TASK DETAILS: Please report, as a single number with no other text, how many lines of the listing contain "Габдуллы".

Content starts

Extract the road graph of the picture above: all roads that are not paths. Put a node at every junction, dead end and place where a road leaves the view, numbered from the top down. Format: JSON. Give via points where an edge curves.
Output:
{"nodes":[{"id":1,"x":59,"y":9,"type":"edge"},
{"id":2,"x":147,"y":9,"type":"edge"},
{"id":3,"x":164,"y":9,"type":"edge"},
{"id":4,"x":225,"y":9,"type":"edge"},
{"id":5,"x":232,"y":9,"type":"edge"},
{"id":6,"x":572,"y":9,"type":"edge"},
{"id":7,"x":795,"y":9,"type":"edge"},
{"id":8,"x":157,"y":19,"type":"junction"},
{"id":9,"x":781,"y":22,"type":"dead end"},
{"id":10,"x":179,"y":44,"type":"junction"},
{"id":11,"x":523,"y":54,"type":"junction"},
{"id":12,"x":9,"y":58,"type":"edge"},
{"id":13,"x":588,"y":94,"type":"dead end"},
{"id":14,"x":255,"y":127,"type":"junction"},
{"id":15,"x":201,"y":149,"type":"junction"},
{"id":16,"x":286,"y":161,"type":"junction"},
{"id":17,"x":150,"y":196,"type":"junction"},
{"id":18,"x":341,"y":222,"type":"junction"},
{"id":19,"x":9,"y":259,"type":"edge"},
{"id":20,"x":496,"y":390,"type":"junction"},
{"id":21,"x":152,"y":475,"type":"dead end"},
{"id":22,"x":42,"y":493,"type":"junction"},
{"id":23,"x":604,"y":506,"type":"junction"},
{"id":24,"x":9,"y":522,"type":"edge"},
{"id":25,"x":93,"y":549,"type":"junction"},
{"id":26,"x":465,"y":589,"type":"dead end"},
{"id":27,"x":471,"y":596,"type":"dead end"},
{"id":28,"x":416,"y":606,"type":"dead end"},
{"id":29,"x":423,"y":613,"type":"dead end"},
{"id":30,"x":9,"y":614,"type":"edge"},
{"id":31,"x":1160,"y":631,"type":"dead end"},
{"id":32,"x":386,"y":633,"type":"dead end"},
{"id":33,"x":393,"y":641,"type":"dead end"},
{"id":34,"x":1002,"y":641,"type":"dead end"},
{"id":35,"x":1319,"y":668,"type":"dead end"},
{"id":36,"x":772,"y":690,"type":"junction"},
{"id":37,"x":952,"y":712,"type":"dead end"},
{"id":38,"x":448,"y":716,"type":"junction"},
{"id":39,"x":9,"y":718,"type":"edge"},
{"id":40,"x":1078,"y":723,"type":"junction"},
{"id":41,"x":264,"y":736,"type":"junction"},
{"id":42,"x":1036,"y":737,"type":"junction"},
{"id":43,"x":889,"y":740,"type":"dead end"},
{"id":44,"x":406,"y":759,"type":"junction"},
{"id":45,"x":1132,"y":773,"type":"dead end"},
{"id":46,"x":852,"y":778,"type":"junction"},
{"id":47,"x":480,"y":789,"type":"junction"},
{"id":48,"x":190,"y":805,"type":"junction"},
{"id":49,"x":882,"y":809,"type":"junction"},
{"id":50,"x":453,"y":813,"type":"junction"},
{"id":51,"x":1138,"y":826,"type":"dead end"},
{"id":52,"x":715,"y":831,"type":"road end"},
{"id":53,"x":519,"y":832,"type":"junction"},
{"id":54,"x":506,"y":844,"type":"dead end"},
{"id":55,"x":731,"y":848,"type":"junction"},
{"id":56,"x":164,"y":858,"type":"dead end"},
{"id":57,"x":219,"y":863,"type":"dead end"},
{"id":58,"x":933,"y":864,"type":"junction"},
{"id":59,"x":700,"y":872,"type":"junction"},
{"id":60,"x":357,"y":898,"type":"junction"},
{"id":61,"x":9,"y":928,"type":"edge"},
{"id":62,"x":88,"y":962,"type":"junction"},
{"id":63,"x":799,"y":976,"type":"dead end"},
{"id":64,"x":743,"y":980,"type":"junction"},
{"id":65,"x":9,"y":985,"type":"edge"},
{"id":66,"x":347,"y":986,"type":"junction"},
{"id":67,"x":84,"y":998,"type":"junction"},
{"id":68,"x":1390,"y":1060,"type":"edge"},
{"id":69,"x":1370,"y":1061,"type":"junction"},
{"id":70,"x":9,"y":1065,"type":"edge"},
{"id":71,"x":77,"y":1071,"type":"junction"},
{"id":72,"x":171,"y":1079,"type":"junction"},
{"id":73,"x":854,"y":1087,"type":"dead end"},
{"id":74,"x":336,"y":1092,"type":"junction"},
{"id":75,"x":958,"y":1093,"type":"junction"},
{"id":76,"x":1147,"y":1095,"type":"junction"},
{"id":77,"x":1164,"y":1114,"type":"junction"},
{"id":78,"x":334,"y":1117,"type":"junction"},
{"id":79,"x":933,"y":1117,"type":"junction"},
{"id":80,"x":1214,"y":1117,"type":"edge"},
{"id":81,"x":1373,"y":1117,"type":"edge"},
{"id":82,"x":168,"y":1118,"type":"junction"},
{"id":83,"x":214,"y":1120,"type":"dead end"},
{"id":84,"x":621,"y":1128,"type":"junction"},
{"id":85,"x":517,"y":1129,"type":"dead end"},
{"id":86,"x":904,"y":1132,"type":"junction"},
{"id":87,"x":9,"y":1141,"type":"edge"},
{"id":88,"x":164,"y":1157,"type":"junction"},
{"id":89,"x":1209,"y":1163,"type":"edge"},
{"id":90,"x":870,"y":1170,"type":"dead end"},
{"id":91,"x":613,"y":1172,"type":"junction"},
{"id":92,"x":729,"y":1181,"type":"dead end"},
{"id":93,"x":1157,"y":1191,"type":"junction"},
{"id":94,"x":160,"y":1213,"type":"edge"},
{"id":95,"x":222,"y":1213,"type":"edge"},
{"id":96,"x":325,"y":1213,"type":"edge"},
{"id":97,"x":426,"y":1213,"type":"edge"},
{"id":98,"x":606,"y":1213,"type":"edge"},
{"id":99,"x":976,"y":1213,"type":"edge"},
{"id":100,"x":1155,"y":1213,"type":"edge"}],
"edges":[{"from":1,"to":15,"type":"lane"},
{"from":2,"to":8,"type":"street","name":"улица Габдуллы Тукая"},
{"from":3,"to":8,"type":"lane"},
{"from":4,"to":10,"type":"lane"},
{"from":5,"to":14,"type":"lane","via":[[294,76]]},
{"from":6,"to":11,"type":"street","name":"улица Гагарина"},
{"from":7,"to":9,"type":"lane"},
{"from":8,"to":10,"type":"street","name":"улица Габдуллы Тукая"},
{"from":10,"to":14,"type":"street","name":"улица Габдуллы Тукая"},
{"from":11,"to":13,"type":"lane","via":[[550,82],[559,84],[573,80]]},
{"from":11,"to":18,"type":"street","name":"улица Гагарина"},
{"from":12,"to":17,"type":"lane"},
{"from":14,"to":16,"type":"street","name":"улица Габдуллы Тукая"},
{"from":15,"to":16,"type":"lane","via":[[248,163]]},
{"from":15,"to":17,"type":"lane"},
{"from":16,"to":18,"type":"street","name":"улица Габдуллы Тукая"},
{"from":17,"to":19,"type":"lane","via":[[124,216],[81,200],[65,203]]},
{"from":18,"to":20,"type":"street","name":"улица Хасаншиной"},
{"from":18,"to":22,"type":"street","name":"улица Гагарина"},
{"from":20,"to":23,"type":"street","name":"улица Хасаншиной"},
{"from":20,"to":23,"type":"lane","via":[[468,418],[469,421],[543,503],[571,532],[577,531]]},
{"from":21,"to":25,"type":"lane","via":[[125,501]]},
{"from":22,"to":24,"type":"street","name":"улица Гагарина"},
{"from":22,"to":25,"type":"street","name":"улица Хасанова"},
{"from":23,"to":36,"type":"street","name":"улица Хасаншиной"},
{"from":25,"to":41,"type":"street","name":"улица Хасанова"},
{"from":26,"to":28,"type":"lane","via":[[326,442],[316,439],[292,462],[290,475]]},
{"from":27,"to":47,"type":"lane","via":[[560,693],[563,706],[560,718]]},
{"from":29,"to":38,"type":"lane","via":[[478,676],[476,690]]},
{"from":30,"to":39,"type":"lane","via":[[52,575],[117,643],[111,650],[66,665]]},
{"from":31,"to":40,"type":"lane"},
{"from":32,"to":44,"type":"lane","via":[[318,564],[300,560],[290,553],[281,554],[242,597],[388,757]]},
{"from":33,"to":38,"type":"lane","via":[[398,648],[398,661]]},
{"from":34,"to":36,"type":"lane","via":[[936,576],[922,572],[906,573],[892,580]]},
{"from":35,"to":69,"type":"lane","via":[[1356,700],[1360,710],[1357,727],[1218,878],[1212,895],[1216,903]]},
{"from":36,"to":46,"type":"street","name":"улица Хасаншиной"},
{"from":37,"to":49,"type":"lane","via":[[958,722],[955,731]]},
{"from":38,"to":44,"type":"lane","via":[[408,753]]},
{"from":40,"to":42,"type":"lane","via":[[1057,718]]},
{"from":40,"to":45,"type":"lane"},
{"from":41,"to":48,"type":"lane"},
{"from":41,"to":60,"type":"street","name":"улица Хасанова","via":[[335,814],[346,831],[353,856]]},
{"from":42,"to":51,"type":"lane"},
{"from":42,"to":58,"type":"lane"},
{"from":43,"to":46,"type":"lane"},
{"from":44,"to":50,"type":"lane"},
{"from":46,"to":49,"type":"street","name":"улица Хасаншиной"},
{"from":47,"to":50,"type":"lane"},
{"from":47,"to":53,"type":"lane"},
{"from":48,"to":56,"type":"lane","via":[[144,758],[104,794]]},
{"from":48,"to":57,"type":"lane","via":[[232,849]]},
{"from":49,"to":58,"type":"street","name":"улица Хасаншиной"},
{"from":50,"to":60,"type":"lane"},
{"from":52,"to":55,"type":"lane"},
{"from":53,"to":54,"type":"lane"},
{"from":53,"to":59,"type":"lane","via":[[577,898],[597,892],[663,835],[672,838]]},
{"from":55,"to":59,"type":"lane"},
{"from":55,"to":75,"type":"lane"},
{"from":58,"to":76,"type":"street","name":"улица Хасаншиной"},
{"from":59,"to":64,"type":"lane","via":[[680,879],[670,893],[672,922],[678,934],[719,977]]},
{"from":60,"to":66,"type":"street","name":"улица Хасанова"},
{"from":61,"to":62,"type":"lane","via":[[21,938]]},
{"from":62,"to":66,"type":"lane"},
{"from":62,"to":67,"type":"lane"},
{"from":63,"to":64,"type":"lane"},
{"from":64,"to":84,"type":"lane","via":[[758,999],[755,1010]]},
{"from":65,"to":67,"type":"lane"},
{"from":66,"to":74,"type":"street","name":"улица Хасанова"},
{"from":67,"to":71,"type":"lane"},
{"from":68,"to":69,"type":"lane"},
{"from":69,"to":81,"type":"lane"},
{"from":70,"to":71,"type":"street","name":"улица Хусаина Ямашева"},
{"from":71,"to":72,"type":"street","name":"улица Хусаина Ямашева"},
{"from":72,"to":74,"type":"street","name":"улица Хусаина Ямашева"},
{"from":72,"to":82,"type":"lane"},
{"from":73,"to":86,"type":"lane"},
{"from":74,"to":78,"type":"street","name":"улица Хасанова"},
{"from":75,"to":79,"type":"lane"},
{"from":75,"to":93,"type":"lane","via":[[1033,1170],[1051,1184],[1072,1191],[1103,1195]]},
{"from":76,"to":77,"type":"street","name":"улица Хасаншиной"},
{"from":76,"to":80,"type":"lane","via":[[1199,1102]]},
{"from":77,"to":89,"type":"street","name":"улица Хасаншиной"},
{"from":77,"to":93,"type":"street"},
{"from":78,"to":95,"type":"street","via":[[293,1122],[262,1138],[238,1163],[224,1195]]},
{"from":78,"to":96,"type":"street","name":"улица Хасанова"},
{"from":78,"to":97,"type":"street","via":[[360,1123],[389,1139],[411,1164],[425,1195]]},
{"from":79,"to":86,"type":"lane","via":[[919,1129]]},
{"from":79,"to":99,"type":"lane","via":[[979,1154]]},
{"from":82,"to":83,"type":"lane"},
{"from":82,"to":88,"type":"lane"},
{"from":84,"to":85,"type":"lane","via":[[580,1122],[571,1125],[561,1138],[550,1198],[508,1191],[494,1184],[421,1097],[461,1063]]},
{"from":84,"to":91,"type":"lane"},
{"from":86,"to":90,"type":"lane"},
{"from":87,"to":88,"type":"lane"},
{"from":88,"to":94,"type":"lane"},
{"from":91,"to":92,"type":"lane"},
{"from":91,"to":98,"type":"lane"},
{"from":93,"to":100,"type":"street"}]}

Content ends

EXPECTED OUTPUT: 5